**Exercise description**
Keep the wording of every entry intact in your copy, and omit the pictures.

**Data provided**
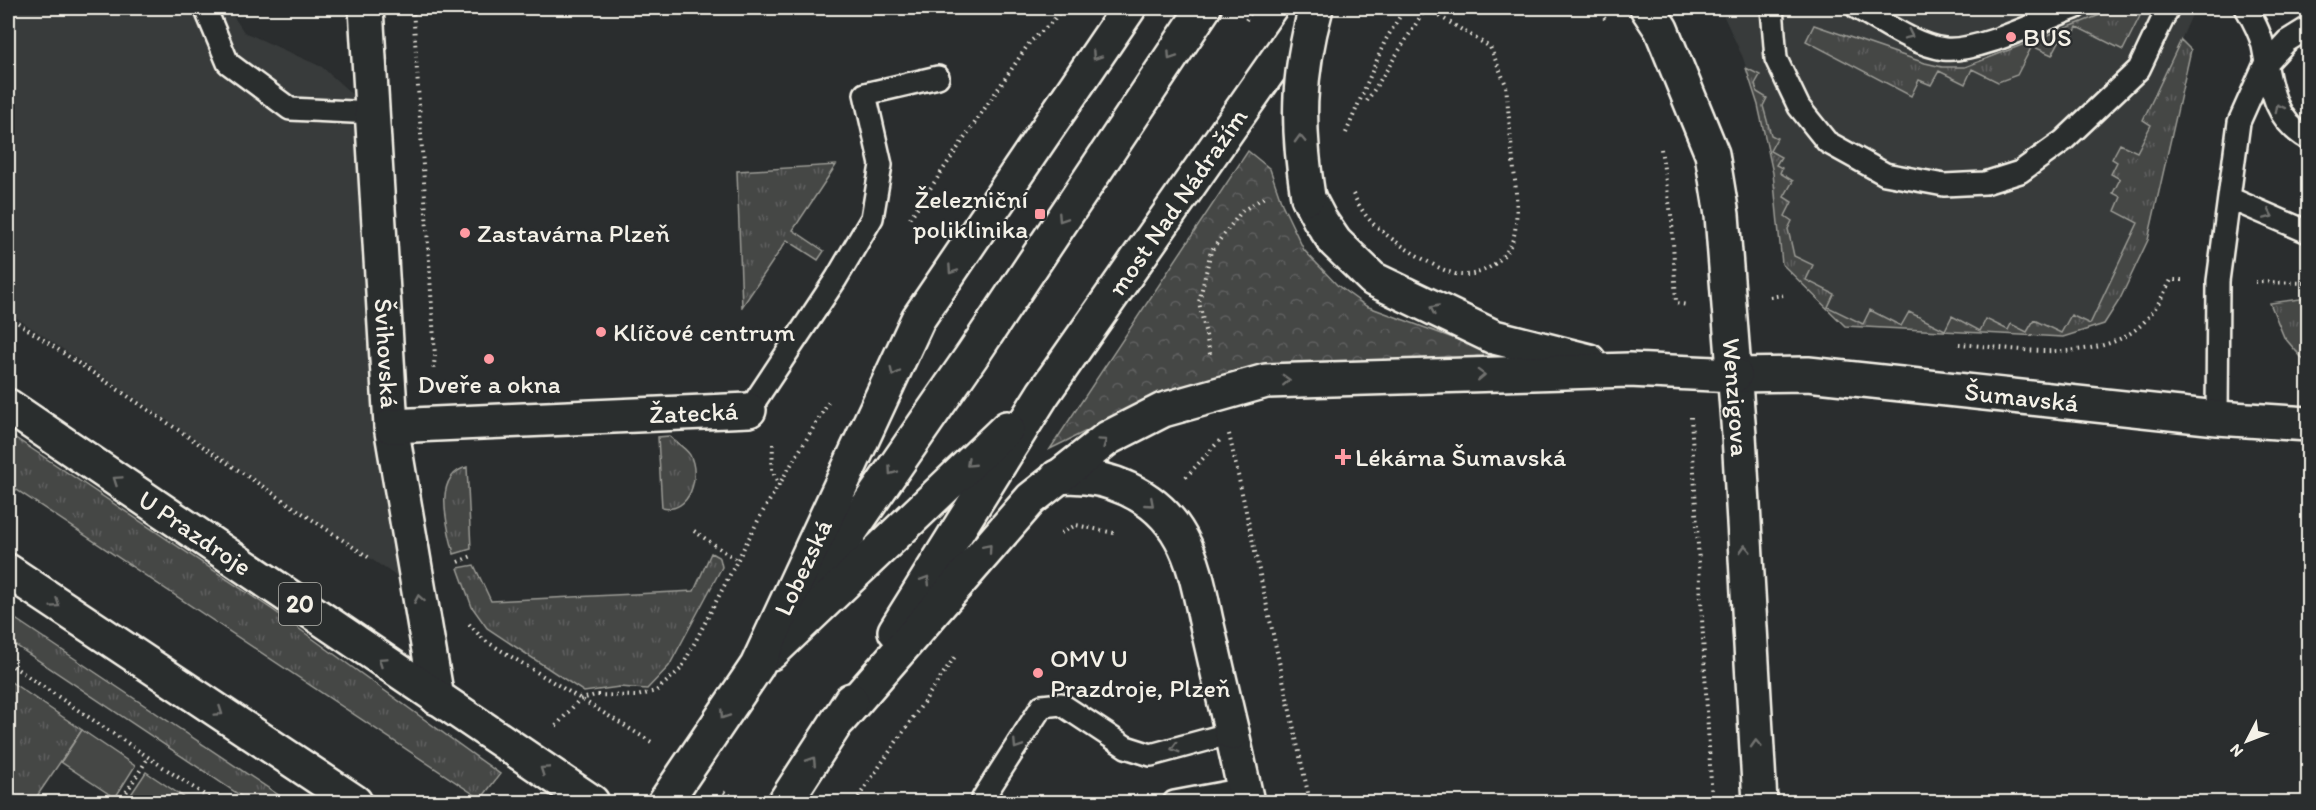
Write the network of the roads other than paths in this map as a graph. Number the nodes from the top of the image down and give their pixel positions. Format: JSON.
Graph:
{"nodes":[{"id":1,"x":205,"y":8,"type":"edge"},
{"id":2,"x":366,"y":8,"type":"edge"},
{"id":3,"x":1129,"y":8,"type":"edge"},
{"id":4,"x":1204,"y":8,"type":"edge"},
{"id":5,"x":1315,"y":8,"type":"edge"},
{"id":6,"x":1647,"y":8,"type":"edge"},
{"id":7,"x":1772,"y":8,"type":"edge"},
{"id":8,"x":1857,"y":8,"type":"edge"},
{"id":9,"x":2075,"y":8,"type":"edge"},
{"id":10,"x":2168,"y":8,"type":"edge"},
{"id":11,"x":2246,"y":8,"type":"edge"},
{"id":12,"x":2308,"y":28,"type":"edge"},
{"id":13,"x":2264,"y":66,"type":"junction"},
{"id":14,"x":938,"y":77,"type":"dead end"},
{"id":15,"x":372,"y":113,"type":"junction"},
{"id":16,"x":2308,"y":138,"type":"edge"},
{"id":17,"x":2229,"y":198,"type":"junction"},
{"id":18,"x":2308,"y":232,"type":"edge"},
{"id":19,"x":1629,"y":370,"type":"junction"},
{"id":20,"x":1735,"y":375,"type":"junction"},
{"id":21,"x":1043,"y":394,"type":"junction"},
{"id":22,"x":8,"y":406,"type":"edge"},
{"id":23,"x":749,"y":410,"type":"joint"},
{"id":24,"x":2217,"y":418,"type":"junction"},
{"id":25,"x":2308,"y":424,"type":"edge"},
{"id":26,"x":391,"y":426,"type":"junction"},
{"id":27,"x":1057,"y":477,"type":"junction"},
{"id":28,"x":8,"y":572,"type":"edge"},
{"id":29,"x":757,"y":666,"type":"junction"},
{"id":30,"x":437,"y":698,"type":"junction"},
{"id":31,"x":840,"y":719,"type":"junction"},
{"id":32,"x":1232,"y":733,"type":"junction"},
{"id":33,"x":1246,"y":796,"type":"edge"},
{"id":34,"x":355,"y":802,"type":"edge"},
{"id":35,"x":592,"y":802,"type":"edge"},
{"id":36,"x":665,"y":802,"type":"edge"},
{"id":37,"x":785,"y":802,"type":"edge"},
{"id":38,"x":985,"y":802,"type":"edge"},
{"id":39,"x":1174,"y":802,"type":"edge"},
{"id":40,"x":1760,"y":802,"type":"edge"}],
"edges":[{"from":1,"to":15,"type":"lane"},
{"from":2,"to":15,"type":"main road","name":"Švihovská"},
{"from":3,"to":29,"type":"main road","name":"Lobezská","one_way":true},
{"from":4,"to":29,"type":"main road","one_way":true},
{"from":19,"to":5,"type":"main road","one_way":true,"bridge":true},
{"from":5,"to":21,"type":"main road","name":"most Nad Nádražím"},
{"from":6,"to":20,"type":"main road","name":"Wenzigova"},
{"from":7,"to":10,"type":"lane"},
{"from":8,"to":9,"type":"lane","one_way":true},
{"from":11,"to":13,"type":"lane"},
{"from":12,"to":13,"type":"lane"},
{"from":16,"to":13,"type":"lane","one_way":true},
{"from":13,"to":17,"type":"lane"},
{"from":14,"to":23,"type":"lane","name":"Žatecká"},
{"from":15,"to":26,"type":"main road","name":"Švihovská"},
{"from":17,"to":18,"type":"lane","one_way":true},
{"from":17,"to":24,"type":"lane"},
{"from":19,"to":20,"type":"main road","name":"Šumavská"},
{"from":27,"to":19,"type":"main road","one_way":true},
{"from":20,"to":24,"type":"main road","name":"Šumavská"},
{"from":40,"to":20,"type":"main road","name":"Wenzigova","one_way":true},
{"from":21,"to":29,"type":"main road","one_way":true},
{"from":31,"to":21,"type":"main road","one_way":true},
{"from":30,"to":22,"type":"main road","name":"U Prazdroje","number":"20","one_way":true},
{"from":23,"to":26,"type":"main road","name":"Žatecká"},
{"from":24,"to":25,"type":"main road","name":"Šumavská"},
{"from":30,"to":26,"type":"main road","name":"Švihovská","one_way":true},
{"from":31,"to":27,"type":"main road","one_way":true},
{"from":27,"to":32,"type":"main road","one_way":true},
{"from":28,"to":34,"type":"main road","one_way":true},
{"from":29,"to":36,"type":"main road","name":"Lobezská","one_way":true},
{"from":35,"to":30,"type":"main road","name":"U Prazdroje","number":"20","one_way":true},
{"from":37,"to":31,"type":"main road","one_way":true},
{"from":32,"to":33,"type":"main road"},
{"from":32,"to":38,"type":"lane","one_way":true},
{"from":33,"to":39,"type":"lane"}]}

**Reply**
Write the network of the roads other than paths in this map as a graph. Number the nodes from the top of the image down and give their pixel positions. Format: JSON.
Graph:
{"nodes":[{"id":1,"x":205,"y":8,"type":"edge"},
{"id":2,"x":366,"y":8,"type":"edge"},
{"id":3,"x":1129,"y":8,"type":"edge"},
{"id":4,"x":1204,"y":8,"type":"edge"},
{"id":5,"x":1315,"y":8,"type":"edge"},
{"id":6,"x":1647,"y":8,"type":"edge"},
{"id":7,"x":1772,"y":8,"type":"edge"},
{"id":8,"x":1857,"y":8,"type":"edge"},
{"id":9,"x":2075,"y":8,"type":"edge"},
{"id":10,"x":2168,"y":8,"type":"edge"},
{"id":11,"x":2246,"y":8,"type":"edge"},
{"id":12,"x":2308,"y":28,"type":"edge"},
{"id":13,"x":2264,"y":66,"type":"junction"},
{"id":14,"x":938,"y":77,"type":"dead end"},
{"id":15,"x":372,"y":113,"type":"junction"},
{"id":16,"x":2308,"y":138,"type":"edge"},
{"id":17,"x":2229,"y":198,"type":"junction"},
{"id":18,"x":2308,"y":232,"type":"edge"},
{"id":19,"x":1629,"y":370,"type":"junction"},
{"id":20,"x":1735,"y":375,"type":"junction"},
{"id":21,"x":1043,"y":394,"type":"junction"},
{"id":22,"x":8,"y":406,"type":"edge"},
{"id":23,"x":749,"y":410,"type":"joint"},
{"id":24,"x":2217,"y":418,"type":"junction"},
{"id":25,"x":2308,"y":424,"type":"edge"},
{"id":26,"x":391,"y":426,"type":"junction"},
{"id":27,"x":1057,"y":477,"type":"junction"},
{"id":28,"x":8,"y":572,"type":"edge"},
{"id":29,"x":757,"y":666,"type":"junction"},
{"id":30,"x":437,"y":698,"type":"junction"},
{"id":31,"x":840,"y":719,"type":"junction"},
{"id":32,"x":1232,"y":733,"type":"junction"},
{"id":33,"x":1246,"y":796,"type":"edge"},
{"id":34,"x":355,"y":802,"type":"edge"},
{"id":35,"x":592,"y":802,"type":"edge"},
{"id":36,"x":665,"y":802,"type":"edge"},
{"id":37,"x":785,"y":802,"type":"edge"},
{"id":38,"x":985,"y":802,"type":"edge"},
{"id":39,"x":1174,"y":802,"type":"edge"},
{"id":40,"x":1760,"y":802,"type":"edge"}],
"edges":[{"from":1,"to":15,"type":"lane"},
{"from":2,"to":15,"type":"main road","name":"Švihovská"},
{"from":3,"to":29,"type":"main road","name":"Lobezská","one_way":true},
{"from":4,"to":29,"type":"main road","one_way":true},
{"from":19,"to":5,"type":"main road","one_way":true,"bridge":true},
{"from":5,"to":21,"type":"main road","name":"most Nad Nádražím"},
{"from":6,"to":20,"type":"main road","name":"Wenzigova"},
{"from":7,"to":10,"type":"lane"},
{"from":8,"to":9,"type":"lane","one_way":true},
{"from":11,"to":13,"type":"lane"},
{"from":12,"to":13,"type":"lane"},
{"from":16,"to":13,"type":"lane","one_way":true},
{"from":13,"to":17,"type":"lane"},
{"from":14,"to":23,"type":"lane","name":"Žatecká"},
{"from":15,"to":26,"type":"main road","name":"Švihovská"},
{"from":17,"to":18,"type":"lane","one_way":true},
{"from":17,"to":24,"type":"lane"},
{"from":19,"to":20,"type":"main road","name":"Šumavská"},
{"from":27,"to":19,"type":"main road","one_way":true},
{"from":20,"to":24,"type":"main road","name":"Šumavská"},
{"from":40,"to":20,"type":"main road","name":"Wenzigova","one_way":true},
{"from":21,"to":29,"type":"main road","one_way":true},
{"from":31,"to":21,"type":"main road","one_way":true},
{"from":30,"to":22,"type":"main road","name":"U Prazdroje","number":"20","one_way":true},
{"from":23,"to":26,"type":"main road","name":"Žatecká"},
{"from":24,"to":25,"type":"main road","name":"Šumavská"},
{"from":30,"to":26,"type":"main road","name":"Švihovská","one_way":true},
{"from":31,"to":27,"type":"main road","one_way":true},
{"from":27,"to":32,"type":"main road","one_way":true},
{"from":28,"to":34,"type":"main road","one_way":true},
{"from":29,"to":36,"type":"main road","name":"Lobezská","one_way":true},
{"from":35,"to":30,"type":"main road","name":"U Prazdroje","number":"20","one_way":true},
{"from":37,"to":31,"type":"main road","one_way":true},
{"from":32,"to":33,"type":"main road"},
{"from":32,"to":38,"type":"lane","one_way":true},
{"from":33,"to":39,"type":"lane"}]}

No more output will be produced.